Blaker suffered a heart attack and died at her home on December 4, 1926, at the age of 72. Her remains are interred Indianapolis's Crown Hill Cemetery.

Blaker was known for her love of teaching. According to Lois Hufford, one of the founders of the Indianapolis Children's Aid Society, "The welfare of the child and the home was always first in her thought."

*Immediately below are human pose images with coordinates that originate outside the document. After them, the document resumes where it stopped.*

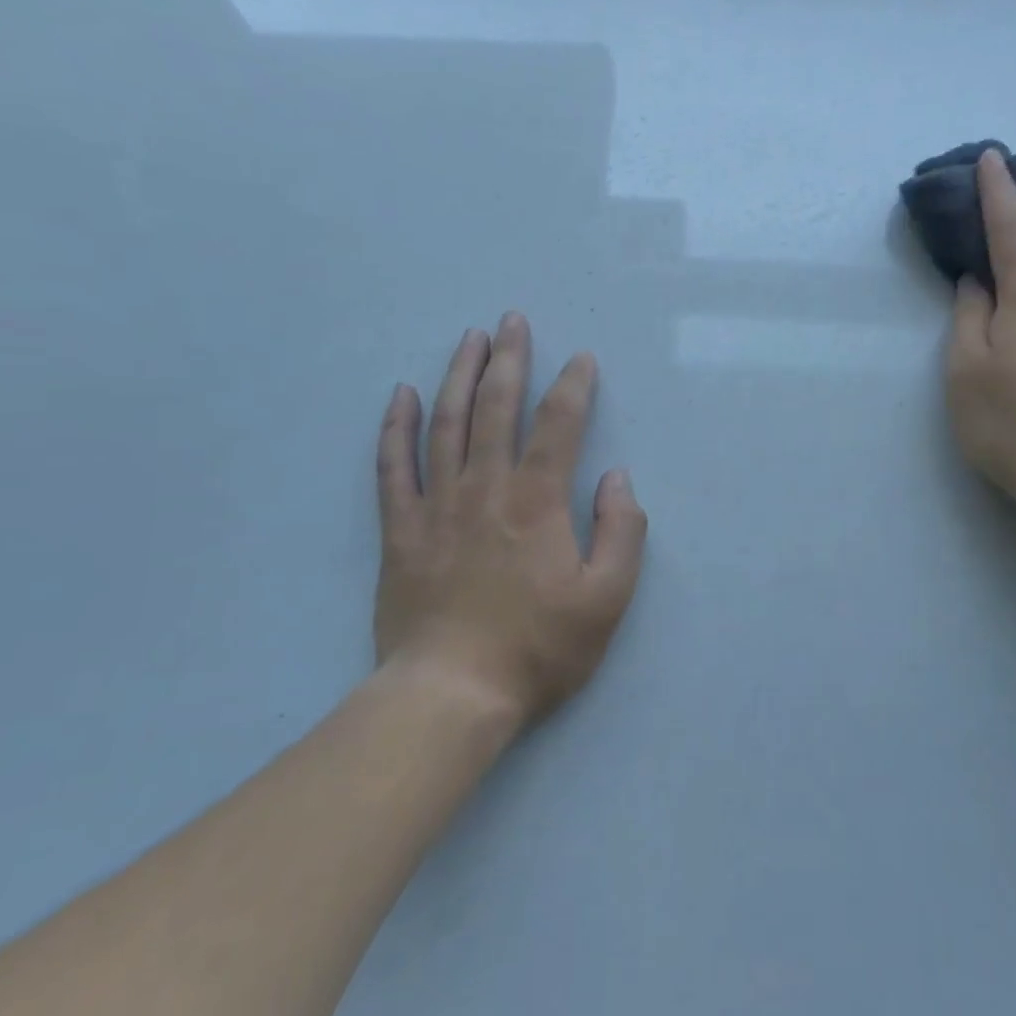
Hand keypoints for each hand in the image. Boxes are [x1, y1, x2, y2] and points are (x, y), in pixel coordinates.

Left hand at [373, 314, 646, 728]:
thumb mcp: (607, 598)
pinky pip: (393, 467)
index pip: (559, 425)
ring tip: (469, 339)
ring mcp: (437, 506)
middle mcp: (485, 488)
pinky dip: (397, 427)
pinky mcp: (400, 531)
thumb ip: (621, 532)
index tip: (582, 359)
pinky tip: (402, 395)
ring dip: (459, 375)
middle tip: (512, 321)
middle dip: (509, 359)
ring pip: (446, 424)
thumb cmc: (538, 648)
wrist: (451, 694)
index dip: (573, 386)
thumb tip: (617, 478)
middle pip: (496, 408)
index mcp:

In 1930, four years after Blaker's death, the Teacher's College became part of Butler University. In 1952 kindergarten education was incorporated into the Indianapolis Public Schools.

==Honors and tributes==
- In 1917 Hanover College in Hanover, Indiana, conferred an honorary doctorate degree on Blaker.
- In 1926 the Indianapolis News named Blaker one of the "ten greatest women" then living in Indiana.
- On January 27, 1934, alumnae and faculty of the Teachers College of Indianapolis established the Eliza A. Blaker Club. The group established a room in her honor at Butler University in 1943. (The Eliza Blaker Memorial Room is in Butler's Irwin Library.)
- In 1958 the Indianapolis Public Schools named an elementary school in her honor.
- Eliza A. Blaker Memorial Scholarship at Butler University is awarded annually to students enrolled in Butler's College of Education.